[Kde-bindings] Qyoto: SIGNALS/SLOTS

Richard Dale Richard_Dale at tipitina.demon.co.uk
Tue Dec 13 21:59:53 UTC 2005


On Tuesday 13 December 2005 21:06, Thomas Moenicke wrote:
> Richard Dale wrote:
> > >                 [SIGNAL]
> > >                 public void EmitStuff ()
> > >                 {
> > >                         Emit("EmitStuff()");
> > >                 }
>
> do you have to modify the language parser to provide this syntax? Or is it
> better to find an exception which can be intercepted? Or generally without
> additional syntax? I ask because I have to find a solution similary to
> this. I want to handover signals to an engine which calls the right php
> function defined by user.
The above is one of Adam's suggestions that Qt# used. Or this one has the 
signal defined just as a type signature in an interface, which is transformed 
into a method call by using a C# transparent proxy.

               [Q_SIGNAL("EmitStuff()")]
               public void EmitStuff();
               ...
              ((MyInterface) Emit()).EmitStuff()

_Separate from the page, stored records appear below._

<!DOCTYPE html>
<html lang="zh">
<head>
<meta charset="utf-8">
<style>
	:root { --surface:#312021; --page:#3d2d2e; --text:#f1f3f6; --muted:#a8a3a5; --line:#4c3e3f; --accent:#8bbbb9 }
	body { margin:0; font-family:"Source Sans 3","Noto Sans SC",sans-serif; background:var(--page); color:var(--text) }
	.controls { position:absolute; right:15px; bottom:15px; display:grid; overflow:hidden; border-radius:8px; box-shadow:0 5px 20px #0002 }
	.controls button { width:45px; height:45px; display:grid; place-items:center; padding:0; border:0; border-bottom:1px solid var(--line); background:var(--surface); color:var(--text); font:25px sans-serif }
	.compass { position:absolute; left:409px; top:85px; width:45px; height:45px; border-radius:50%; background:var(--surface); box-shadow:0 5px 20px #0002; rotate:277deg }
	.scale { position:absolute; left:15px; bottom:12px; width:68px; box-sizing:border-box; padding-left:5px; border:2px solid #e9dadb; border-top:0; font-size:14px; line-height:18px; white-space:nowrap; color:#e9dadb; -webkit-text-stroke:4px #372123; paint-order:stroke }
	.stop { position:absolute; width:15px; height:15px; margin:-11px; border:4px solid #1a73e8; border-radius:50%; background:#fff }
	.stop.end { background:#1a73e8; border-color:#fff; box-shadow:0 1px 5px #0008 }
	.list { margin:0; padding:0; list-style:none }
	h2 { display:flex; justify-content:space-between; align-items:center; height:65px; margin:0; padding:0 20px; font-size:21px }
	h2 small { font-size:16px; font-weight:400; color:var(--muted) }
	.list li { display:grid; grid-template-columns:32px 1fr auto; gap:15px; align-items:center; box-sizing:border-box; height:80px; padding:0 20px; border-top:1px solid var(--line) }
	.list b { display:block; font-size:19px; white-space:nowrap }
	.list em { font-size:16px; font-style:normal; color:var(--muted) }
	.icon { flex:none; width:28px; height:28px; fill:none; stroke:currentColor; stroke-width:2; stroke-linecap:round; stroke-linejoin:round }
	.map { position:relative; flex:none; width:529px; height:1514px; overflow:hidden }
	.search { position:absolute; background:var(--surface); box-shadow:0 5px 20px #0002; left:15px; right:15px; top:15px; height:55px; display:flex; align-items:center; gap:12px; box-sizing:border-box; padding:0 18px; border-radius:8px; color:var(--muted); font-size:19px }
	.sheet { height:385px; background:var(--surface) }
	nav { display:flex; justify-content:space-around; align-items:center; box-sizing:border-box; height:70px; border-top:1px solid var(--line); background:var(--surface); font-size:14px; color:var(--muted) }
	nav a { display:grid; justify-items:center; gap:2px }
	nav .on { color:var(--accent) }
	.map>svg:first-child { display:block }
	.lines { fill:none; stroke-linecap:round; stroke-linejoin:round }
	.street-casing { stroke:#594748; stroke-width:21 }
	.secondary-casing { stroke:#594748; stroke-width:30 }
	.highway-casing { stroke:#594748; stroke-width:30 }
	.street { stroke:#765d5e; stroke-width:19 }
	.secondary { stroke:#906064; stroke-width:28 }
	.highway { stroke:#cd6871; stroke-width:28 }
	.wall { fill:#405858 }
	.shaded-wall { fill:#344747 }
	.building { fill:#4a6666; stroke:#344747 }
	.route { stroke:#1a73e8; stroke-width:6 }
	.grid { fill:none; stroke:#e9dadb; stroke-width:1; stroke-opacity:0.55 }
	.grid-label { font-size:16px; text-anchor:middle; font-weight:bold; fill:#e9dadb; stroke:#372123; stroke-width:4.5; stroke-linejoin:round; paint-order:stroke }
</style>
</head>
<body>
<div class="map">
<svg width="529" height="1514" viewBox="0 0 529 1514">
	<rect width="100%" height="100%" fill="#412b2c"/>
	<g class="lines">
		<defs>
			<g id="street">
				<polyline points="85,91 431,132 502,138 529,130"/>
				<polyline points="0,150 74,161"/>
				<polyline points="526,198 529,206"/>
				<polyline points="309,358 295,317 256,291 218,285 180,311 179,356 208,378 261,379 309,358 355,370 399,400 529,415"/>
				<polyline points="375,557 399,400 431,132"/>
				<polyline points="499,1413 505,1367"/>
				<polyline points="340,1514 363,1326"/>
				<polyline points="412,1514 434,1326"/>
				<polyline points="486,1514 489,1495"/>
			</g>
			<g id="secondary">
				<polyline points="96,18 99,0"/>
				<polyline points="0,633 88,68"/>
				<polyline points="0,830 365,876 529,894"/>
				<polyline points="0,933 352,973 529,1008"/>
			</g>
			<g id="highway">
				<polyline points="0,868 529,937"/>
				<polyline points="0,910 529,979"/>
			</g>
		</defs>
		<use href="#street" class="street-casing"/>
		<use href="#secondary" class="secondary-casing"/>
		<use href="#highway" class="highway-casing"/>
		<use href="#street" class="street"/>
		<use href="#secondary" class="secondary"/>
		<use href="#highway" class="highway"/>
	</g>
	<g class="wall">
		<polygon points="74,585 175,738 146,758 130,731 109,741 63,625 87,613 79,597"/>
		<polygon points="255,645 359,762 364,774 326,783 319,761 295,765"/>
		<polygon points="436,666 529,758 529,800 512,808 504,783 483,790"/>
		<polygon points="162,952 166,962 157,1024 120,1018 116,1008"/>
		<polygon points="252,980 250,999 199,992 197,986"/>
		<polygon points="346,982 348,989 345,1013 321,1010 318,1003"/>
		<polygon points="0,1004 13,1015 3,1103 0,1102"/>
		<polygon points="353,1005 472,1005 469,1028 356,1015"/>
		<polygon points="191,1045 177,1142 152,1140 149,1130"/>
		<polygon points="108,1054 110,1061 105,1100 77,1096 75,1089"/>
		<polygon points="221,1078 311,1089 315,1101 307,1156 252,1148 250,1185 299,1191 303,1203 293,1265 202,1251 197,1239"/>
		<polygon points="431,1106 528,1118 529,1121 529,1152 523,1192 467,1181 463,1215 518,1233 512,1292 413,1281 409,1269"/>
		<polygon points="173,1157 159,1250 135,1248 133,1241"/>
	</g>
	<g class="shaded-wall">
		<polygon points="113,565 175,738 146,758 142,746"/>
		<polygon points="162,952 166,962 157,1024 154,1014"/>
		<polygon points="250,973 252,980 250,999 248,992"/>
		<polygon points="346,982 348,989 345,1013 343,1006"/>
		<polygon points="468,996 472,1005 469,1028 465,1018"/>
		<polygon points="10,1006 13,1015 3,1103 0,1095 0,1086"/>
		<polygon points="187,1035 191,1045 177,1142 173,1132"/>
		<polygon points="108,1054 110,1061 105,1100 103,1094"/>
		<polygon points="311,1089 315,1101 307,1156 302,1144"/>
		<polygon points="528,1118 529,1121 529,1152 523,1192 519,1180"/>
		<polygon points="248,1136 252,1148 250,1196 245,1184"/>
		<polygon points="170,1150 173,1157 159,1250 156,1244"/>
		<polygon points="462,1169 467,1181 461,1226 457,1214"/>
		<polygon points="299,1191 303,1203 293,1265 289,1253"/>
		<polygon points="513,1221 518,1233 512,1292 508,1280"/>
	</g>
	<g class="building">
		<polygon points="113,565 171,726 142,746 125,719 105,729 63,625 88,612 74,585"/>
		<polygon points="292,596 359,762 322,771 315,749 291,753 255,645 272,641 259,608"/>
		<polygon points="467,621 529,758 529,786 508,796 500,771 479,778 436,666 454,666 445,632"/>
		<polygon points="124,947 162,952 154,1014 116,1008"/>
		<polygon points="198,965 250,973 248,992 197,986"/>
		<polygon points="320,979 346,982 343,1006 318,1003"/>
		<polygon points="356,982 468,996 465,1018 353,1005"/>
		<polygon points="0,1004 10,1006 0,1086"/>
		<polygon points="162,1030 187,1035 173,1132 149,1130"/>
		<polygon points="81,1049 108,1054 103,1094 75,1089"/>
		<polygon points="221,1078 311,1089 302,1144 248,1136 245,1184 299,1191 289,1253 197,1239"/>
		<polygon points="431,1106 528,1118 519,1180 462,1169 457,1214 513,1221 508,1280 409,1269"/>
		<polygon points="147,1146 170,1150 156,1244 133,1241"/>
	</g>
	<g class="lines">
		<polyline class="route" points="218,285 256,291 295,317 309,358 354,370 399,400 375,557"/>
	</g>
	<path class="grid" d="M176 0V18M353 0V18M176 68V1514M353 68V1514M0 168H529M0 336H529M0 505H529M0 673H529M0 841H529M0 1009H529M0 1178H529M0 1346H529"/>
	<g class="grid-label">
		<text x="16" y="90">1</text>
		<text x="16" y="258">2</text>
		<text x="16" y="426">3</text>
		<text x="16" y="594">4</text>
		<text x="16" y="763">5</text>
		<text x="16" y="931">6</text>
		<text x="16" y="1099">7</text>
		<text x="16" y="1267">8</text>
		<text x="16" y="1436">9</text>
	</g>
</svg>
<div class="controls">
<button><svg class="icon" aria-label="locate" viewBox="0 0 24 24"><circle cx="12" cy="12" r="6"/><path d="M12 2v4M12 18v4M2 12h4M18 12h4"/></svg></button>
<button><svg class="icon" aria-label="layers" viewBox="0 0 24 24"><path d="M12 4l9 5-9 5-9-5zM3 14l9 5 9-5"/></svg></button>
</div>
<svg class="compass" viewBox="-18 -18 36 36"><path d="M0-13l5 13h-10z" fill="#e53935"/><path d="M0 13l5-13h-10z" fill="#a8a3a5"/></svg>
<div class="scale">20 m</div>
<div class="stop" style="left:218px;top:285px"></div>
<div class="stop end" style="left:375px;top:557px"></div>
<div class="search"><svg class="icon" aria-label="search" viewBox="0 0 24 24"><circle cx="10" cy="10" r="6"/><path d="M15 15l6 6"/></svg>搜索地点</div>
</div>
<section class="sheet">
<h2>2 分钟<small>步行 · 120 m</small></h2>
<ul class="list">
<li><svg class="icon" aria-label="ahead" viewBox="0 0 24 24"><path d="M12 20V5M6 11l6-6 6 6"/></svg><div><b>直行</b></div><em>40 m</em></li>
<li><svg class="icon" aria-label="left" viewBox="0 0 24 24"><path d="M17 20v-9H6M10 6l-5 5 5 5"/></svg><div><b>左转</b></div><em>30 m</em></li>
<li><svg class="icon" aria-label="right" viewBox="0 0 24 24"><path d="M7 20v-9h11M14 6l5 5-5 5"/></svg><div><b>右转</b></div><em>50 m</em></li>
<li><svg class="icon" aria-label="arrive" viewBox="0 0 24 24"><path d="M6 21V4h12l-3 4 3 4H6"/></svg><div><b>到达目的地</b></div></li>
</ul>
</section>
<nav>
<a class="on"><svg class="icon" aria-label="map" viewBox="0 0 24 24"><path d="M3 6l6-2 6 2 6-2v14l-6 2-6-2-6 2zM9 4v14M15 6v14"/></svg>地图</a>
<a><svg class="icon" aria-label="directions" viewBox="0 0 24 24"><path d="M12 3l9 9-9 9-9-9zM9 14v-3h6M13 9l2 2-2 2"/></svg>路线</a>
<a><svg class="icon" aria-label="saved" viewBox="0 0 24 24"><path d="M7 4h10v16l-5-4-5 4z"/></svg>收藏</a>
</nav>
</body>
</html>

In C++ a signal is transformed into from a type declaration to a method call 
by the moc. So in other languages need to do something similar. 

In qtruby a signal is defined like this:

class MyClass < Qt::Object
    signals 'emitStuff()'

    def foobar
        emit emitStuff()
    end
end

The "signals 'emitStuff()'" is a method call that is called when the ruby code 
is parsed (a bit like C# Attributes are). I'm not sure if there is something 
similar in php.

An emitStuff() method is added to the 'MyClass', which is then called by the 
'emit emitStuff()' statement, and the QMetaObject created at runtime has a 
corresponding signal entry. Then inside the dynamically added 'emitStuff()' 
method, the ruby args are marshalled to C++ ones and QtMetaObject::activate() 
is called.

In the C++ class EmitSignal in qtruby/rubylib/qtruby/Qt.cpp:

		_obj->metaObject()->activate(_obj, _id, o);

Slots are invoked via qt_metacall() in Qt4 - I've been wrongly talking about 
that instead of activate() for signal invocations.